Her breath caught in her throat, but I pressed on.
“You cannot cling to me like a crutch. You want to be strong? Then stand on your own.”
I let that settle before I spoke again, my voice low but steady.
“I know what it means to have everything stripped away. To be left hollow, wondering why you’re still breathing.” My jaw tensed briefly.
Her eyes flickered, unsure if she was allowed to ask.
Jules swallowed hard, her fists still clenched at her sides.
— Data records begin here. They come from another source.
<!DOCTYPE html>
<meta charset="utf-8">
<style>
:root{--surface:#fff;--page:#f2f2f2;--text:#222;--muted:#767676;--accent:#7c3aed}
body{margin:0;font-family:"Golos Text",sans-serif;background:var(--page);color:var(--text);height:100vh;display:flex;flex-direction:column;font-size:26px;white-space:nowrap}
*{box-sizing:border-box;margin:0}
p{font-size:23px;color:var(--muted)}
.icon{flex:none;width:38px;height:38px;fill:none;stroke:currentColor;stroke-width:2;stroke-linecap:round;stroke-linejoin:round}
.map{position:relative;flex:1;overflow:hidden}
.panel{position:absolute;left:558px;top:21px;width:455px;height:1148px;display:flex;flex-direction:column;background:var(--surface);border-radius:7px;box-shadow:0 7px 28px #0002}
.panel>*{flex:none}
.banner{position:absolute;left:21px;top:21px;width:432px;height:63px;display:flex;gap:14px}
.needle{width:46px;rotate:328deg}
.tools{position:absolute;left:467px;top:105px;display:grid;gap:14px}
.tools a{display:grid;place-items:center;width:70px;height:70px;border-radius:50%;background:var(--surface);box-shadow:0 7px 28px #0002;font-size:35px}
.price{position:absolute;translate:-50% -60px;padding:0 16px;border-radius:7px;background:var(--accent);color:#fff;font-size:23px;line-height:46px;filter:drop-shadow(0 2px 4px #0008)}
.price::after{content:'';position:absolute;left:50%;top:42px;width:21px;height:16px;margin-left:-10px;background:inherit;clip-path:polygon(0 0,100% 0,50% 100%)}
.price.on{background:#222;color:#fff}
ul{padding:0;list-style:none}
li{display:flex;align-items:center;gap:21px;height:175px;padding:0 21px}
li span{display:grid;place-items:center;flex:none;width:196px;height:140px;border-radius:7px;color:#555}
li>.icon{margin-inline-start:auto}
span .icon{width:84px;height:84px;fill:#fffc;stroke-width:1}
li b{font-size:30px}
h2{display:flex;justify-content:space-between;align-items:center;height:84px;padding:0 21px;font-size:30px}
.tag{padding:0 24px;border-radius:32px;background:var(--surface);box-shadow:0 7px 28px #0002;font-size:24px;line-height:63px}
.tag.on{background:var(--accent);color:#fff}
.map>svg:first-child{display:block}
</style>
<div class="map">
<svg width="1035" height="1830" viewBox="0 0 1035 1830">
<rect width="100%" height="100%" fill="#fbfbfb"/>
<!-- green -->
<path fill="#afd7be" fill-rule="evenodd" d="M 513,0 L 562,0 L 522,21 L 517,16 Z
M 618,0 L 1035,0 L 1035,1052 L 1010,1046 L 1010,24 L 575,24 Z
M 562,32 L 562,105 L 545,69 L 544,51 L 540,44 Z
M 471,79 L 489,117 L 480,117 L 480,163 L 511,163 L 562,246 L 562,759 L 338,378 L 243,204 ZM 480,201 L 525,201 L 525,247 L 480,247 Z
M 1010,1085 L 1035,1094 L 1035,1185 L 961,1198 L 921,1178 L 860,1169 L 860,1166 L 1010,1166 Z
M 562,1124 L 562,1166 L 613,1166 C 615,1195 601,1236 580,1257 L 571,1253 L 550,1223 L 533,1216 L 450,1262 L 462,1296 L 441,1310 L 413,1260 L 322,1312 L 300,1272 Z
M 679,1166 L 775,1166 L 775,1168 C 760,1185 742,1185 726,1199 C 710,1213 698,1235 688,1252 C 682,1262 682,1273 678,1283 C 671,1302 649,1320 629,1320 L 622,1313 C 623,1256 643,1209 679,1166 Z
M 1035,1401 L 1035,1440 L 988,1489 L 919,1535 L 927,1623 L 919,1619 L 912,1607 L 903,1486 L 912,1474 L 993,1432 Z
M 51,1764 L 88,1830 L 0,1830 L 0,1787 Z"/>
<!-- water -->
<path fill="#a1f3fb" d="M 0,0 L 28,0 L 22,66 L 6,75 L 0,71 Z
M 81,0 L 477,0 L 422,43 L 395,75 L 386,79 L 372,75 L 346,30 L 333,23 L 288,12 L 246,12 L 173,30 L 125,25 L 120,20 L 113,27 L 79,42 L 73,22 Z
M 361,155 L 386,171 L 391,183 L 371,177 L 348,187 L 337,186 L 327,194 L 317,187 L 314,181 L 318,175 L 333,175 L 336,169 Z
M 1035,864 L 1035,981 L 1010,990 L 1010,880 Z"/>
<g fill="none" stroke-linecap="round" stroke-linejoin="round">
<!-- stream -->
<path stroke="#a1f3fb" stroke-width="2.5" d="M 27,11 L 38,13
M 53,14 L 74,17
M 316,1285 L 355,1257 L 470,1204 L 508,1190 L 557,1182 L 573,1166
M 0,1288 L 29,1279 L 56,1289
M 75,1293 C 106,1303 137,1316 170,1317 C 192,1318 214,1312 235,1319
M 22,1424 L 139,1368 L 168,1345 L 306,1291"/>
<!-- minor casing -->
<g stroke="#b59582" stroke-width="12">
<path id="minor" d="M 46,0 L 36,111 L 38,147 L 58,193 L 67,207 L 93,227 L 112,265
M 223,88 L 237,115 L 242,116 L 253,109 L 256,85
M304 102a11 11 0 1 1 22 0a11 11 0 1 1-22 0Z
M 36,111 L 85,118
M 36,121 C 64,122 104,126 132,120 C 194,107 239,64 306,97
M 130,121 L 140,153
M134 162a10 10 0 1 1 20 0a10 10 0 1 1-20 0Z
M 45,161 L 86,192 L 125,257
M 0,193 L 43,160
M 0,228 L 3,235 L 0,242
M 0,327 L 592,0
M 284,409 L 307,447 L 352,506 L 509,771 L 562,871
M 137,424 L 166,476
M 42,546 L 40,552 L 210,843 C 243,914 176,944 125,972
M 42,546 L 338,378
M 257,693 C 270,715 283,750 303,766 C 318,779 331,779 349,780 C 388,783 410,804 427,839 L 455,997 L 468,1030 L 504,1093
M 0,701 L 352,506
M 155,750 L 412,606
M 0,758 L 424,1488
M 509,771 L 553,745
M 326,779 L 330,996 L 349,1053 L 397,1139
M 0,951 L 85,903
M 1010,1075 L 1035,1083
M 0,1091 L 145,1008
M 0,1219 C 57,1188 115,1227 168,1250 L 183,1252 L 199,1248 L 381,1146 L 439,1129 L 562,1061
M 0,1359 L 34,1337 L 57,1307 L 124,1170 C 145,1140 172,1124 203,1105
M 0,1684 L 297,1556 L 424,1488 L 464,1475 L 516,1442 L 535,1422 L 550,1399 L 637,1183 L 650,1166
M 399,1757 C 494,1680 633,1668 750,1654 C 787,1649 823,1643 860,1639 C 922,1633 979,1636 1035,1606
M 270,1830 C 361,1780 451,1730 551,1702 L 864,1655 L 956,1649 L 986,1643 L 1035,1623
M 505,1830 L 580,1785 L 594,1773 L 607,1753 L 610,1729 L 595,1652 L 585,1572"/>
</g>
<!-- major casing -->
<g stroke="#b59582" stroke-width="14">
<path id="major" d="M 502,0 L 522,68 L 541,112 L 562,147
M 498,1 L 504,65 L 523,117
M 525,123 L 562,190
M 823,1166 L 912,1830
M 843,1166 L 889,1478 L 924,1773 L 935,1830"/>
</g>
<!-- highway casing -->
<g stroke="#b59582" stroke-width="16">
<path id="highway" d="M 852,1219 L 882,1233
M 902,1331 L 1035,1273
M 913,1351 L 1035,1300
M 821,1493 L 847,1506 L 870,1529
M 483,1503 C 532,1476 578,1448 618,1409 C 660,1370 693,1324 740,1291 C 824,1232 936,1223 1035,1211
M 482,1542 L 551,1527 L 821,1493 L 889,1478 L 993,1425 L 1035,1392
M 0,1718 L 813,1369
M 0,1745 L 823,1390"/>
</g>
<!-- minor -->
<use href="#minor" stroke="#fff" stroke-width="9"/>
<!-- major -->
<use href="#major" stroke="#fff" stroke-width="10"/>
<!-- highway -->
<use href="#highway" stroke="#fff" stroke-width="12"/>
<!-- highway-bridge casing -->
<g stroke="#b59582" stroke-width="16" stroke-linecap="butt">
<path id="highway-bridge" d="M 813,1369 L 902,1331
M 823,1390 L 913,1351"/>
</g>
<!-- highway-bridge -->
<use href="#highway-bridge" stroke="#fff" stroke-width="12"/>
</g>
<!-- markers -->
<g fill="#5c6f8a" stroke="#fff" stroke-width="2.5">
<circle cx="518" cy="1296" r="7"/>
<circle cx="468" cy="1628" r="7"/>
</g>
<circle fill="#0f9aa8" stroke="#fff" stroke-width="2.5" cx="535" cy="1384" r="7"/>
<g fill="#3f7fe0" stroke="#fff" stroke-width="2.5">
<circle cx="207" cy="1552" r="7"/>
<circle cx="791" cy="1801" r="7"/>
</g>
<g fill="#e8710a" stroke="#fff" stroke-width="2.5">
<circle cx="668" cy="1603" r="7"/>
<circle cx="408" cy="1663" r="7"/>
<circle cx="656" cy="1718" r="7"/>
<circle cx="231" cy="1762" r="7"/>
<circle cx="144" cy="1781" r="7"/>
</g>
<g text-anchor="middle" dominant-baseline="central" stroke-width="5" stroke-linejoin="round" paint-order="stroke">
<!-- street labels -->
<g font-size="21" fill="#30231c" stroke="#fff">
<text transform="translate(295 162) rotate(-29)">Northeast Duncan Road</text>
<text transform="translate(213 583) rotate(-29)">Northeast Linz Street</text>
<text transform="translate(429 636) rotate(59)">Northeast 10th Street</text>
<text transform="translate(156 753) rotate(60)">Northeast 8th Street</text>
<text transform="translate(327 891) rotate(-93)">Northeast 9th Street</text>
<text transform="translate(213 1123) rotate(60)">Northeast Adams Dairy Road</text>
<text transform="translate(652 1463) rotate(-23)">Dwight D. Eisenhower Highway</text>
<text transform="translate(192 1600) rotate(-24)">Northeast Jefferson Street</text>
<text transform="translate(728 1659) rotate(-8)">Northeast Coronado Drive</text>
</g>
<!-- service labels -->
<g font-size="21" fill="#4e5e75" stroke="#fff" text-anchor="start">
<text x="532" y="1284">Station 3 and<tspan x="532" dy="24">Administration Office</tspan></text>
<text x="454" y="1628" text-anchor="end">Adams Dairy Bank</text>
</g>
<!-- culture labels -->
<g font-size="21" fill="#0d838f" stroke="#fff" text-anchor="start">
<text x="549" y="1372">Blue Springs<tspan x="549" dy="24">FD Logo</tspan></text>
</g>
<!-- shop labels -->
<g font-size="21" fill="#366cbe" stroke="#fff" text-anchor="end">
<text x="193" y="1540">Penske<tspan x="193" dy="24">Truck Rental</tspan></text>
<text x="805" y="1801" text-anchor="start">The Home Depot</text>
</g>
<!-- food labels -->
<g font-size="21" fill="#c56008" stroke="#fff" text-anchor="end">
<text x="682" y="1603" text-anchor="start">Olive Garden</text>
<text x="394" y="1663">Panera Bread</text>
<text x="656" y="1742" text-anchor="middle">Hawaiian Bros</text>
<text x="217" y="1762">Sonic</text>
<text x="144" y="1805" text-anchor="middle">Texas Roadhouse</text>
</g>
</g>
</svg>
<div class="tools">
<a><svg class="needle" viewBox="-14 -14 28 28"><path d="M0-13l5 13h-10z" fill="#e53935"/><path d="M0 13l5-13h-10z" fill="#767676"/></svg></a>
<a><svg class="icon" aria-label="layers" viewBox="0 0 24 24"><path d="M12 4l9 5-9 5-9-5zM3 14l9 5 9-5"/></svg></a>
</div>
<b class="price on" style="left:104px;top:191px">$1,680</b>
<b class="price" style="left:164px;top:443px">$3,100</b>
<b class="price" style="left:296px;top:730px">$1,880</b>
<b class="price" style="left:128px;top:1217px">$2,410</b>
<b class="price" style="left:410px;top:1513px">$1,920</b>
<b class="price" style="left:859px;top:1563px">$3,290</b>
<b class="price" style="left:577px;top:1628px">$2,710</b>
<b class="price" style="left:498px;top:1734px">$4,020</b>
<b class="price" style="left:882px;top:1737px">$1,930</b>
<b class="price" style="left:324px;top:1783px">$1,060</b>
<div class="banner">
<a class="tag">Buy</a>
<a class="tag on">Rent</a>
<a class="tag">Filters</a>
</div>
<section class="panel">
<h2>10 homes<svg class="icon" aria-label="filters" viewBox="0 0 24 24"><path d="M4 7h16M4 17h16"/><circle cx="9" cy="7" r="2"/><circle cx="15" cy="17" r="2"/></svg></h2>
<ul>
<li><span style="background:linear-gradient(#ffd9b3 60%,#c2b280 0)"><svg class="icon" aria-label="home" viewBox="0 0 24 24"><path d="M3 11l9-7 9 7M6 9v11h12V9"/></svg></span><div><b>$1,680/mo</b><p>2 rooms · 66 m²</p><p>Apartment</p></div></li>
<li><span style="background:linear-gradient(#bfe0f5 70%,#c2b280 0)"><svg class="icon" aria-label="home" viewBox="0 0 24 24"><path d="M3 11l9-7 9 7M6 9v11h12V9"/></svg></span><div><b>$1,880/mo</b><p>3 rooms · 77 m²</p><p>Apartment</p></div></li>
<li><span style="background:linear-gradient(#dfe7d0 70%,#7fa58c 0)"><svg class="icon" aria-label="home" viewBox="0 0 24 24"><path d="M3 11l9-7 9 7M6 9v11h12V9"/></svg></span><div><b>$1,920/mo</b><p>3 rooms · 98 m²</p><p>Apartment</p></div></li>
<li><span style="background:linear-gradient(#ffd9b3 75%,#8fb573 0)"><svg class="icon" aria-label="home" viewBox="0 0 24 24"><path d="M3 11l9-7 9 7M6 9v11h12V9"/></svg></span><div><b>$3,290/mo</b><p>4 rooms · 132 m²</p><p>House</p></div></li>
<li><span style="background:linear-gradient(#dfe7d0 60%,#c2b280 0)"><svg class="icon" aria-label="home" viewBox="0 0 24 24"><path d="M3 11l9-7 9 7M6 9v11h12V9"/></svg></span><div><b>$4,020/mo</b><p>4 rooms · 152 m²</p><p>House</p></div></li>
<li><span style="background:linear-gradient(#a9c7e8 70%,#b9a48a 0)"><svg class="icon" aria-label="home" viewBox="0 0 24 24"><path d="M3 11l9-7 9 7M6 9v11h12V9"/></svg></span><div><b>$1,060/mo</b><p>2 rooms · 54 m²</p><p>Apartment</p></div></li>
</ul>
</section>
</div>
I could see the words forming behind her lips, the desperate attempt to hold on to something already slipping through her fingers.
“Your Majesty,” she began, her voice steadier than before but still thin with desperation, “I can still—”
“It’s final.”
The words cut through the air, quiet but absolute.
Her mouth snapped shut, and for a moment, silence reigned.
“Go,” I commanded, the word heavy with finality.
Then the door slammed open, and in came Kael with a hopeful expression on his face. “The LSI test results are out.”
I turned to him, surprise flaring in my chest.
That was fast.
Pleasantly so.
I had expected delays, excuses—science often moved at a crawl when it came to matters of blood and mates. But this… this was efficient.
A rare thing. Was it a good or bad sign?
“Impressive,” I murmured, eyeing the sealed envelope in Kael’s hands. “I assume the results are conclusive?”
Kael gave a sharp nod. “Yes, Your Majesty. The analysis was prioritized given the anomalies. They insisted it was urgent.”
Urgent. That piqued my interest, my pulse thrumming at the word alone.
But before I could reach for the envelope, something caught my eye.
Jules.
Her gaze was fixed on the envelope in Kael’s grip.